Giorni fa accadde che un senatore componente della seconda Commissione Parlamentare d’Inchiesta sul rapimento e l’uccisione di Aldo Moro dica che è giunto a conoscenza dell’esistenza di documenti “decisivi e sconvolgenti”, il cui contenuto ribalterebbe in maniera clamorosa tutto quello in cui finora si è creduto. Il senatore in questione è un sostenitore della tesi della bomba a bordo del DC-9 e quei documenti proverebbero la fondatezza della tesi aprendo nuovi, inediti scenari per quel che riguarda la strage del 2 agosto alla stazione di Bologna, sempre nel 1980. Benissimo, vediamoli, questi documenti. No, non si può. Perché non si può? Il senatore li ha visti, li ha potuti leggere, come mai non li può divulgare? Perché c’è un segreto, opposto dal presidente del Consiglio. Ha chiesto il permesso di poterli rivelare, che il segreto sia tolto. Il presidente del Consiglio tace, non ha mai risposto. Perbacco, se si tratta di documenti così clamorosi, così sconvolgenti, così importanti perché il senatore non fa un atto di disobbedienza civile, non ci fa sapere cosa c’è di sconvolgente e decisivo? In fin dei conti sono passati 36 anni, s’avrà pure il diritto di sapere. No, dice il senatore, non faccio questa disobbedienza civile. Perché no? Perché si rischia. Si rischia cosa? Processo, condanna, e decadenza dal seggio parlamentare. Ah, ecco il “tengo famiglia”. C’è qualcosa di decisivo e di sconvolgente; c’è una ragione di “Stato” inconfessabile, da una parte, e dall’altra c’è una ragione di coscienza, che si piega alla ragione di Stato e di seggio.

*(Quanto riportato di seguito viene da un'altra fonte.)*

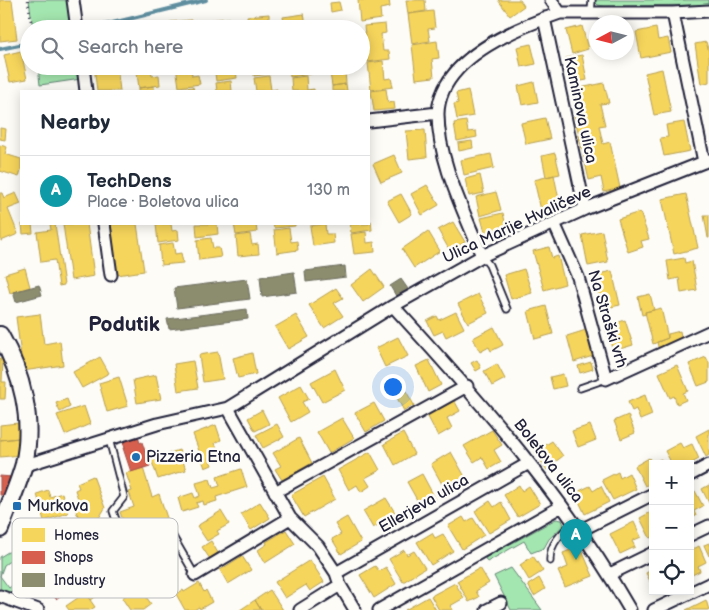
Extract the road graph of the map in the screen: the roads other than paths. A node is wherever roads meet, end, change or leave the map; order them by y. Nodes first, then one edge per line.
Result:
1 (73, 0) edge
2 (551, 0) edge
3 (592, 6) edge
4 (709, 11) edge
5 (560, 13) junction
6 (673, 13) junction
7 (544, 18) junction
8 (76, 20) edge
9 (84, 75) edge
10 (86, 90) edge
11 (438, 112) junction
12 (370, 121) edge
13 (706, 161) edge
14 (585, 210) junction
15 (554, 223) junction
16 (104, 225) edge
17 (482, 256) junction
18 (111, 274) dead end
19 (393, 306) junction
20 (507, 309) dead end
21 (709, 332) edge
22 (0, 335) edge
23 (606, 379) junction
24 (467, 386) junction
25 (580, 388) dead end
26 (228, 408) junction
27 (109, 439) junction
28 (529, 463) junction
29 (709, 465) edge
30 (23, 466) junction
31 (694, 473) edge
32 (275, 492) junction
33 (649, 496) edge
34 (562, 506) junction
35 (115, 518) edge
36 (290, 518) junction
37 (578, 526) junction
38 (709, 526) edge
39 (0, 528) edge
40 (694, 533) edge
41 (178, 545) edge
42 (649, 556) edge
43 (550, 561) dead end
44 (336, 573) junction
45 (610, 574) junction
46 (195, 576) joint
47 (340, 584) junction
48 (709, 584) edge
49 (0, 596) edge
50 (501, 603) dead end
51 (38, 610) edge
52 (300, 610) edge
53 (355, 610) edge
54 (379, 610) edge
55 (488, 610) edge
56 (630, 610) edge
57 (654, 610) edge

1 - 8 street
2 - 5 street
3 - 5 street
3 - 6 street
4 - 6 street
5 - 7 street
6 - 13 street
7 - 11 street
7 - 14 street, Kaminova ulica
9 - 10 street
11 - 12 street
11 - 17 street
13 - 14 street, Ulica Marije Hvaličeve
14 - 15 street, Ulica Marije Hvaličeve
15 - 17 street, Ulica Marije Hvaličeve
15 - 23 street, Na Straški vrh
16 - 18 street
17 - 19 street, Ulica Marije Hvaličeve
17 - 20 lane
19 - 24 street, Boletova ulica
19 - 26 street, Ulica Marije Hvaličeve
21 - 23 street, Na Straški vrh
22 - 30 street
23 - 25 lane
24 - 28 street, Boletova ulica
24 - 32 street
26 - 27 street, Ulica Marije Hvaličeve
26 - 32 street
27 - 30 street
27 - 35 lane
28 - 34 street, Boletova ulica
28 - 44 street, Ellerjeva ulica
29 - 31 street
30 - 39 street
32 - 36 street
33 - 37 street
34 - 37 street, Boletova ulica
34 - 54 street
36 - 44 street
36 - 46 street
37 - 43 lane
37 - 45 street, Boletova ulica
38 - 40 street
41 - 46 lane
42 - 45 street
44 - 47 street
45 - 56 street, Boletova ulica
47 - 52 street
47 - 53 street
48 - 57 street
49 - 51 street
50 - 55 street

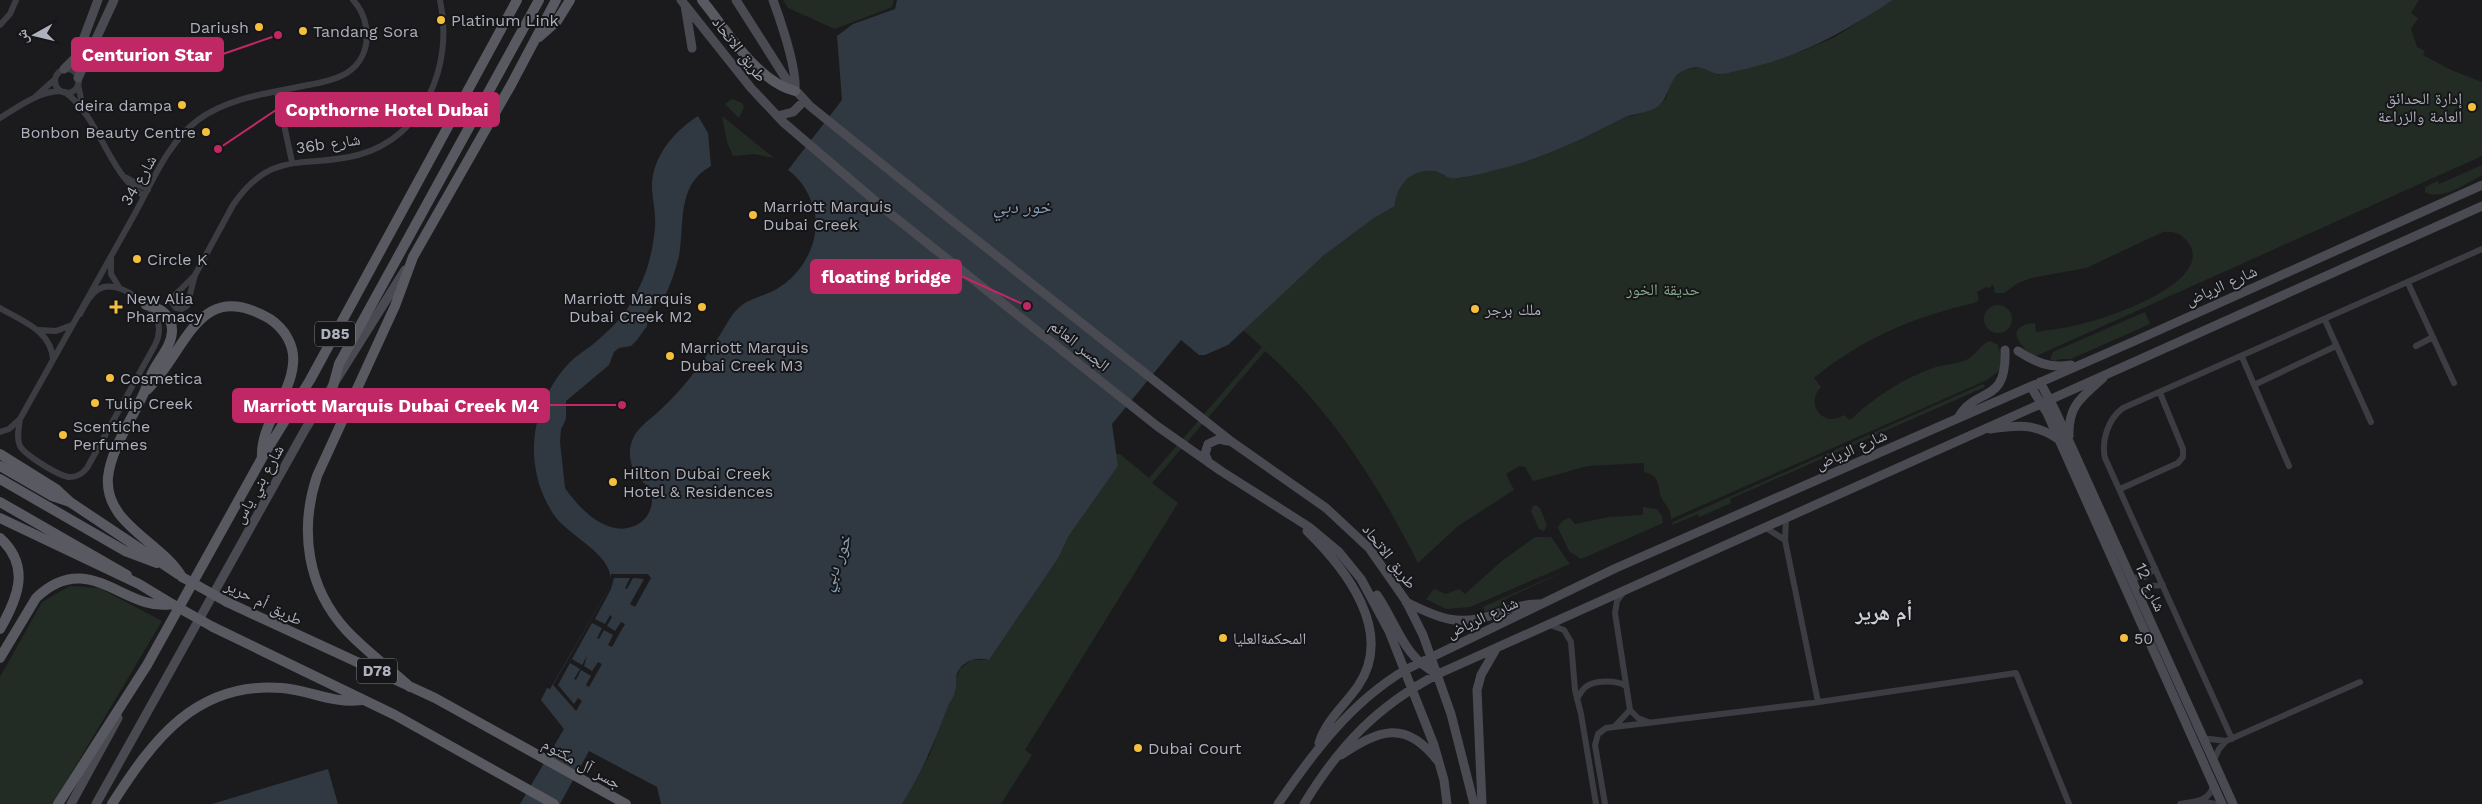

Ecco, se un senatore degli Stati Uniti d’America fosse a conoscenza di documenti sconvolgenti e decisivi, ma decidesse di non rivelarli per non perdere il seggio e rischiare una condanna, cosa direbbero di lui opinione pubblica, giornali e televisioni? Caro Stefano sai dirmelo, lo puoi e lo sai immaginare?
Qui in Italia, niente. Non si dice un nulla di nulla. Ah! Vuoi sapere come si chiama il senatore in questione? Carlo Giovanardi. È lui che parla di documenti sconvolgenti e decisivi. È lui ad avermi detto, pubblicamente, che ha paura del processo, della condanna, della perdita del seggio parlamentare. Come diceva Longanesi: “tengo famiglia”. Come ci insegna Alessandro Manzoni: “il coraggio se non ce l’hai nessuno te lo può dare”.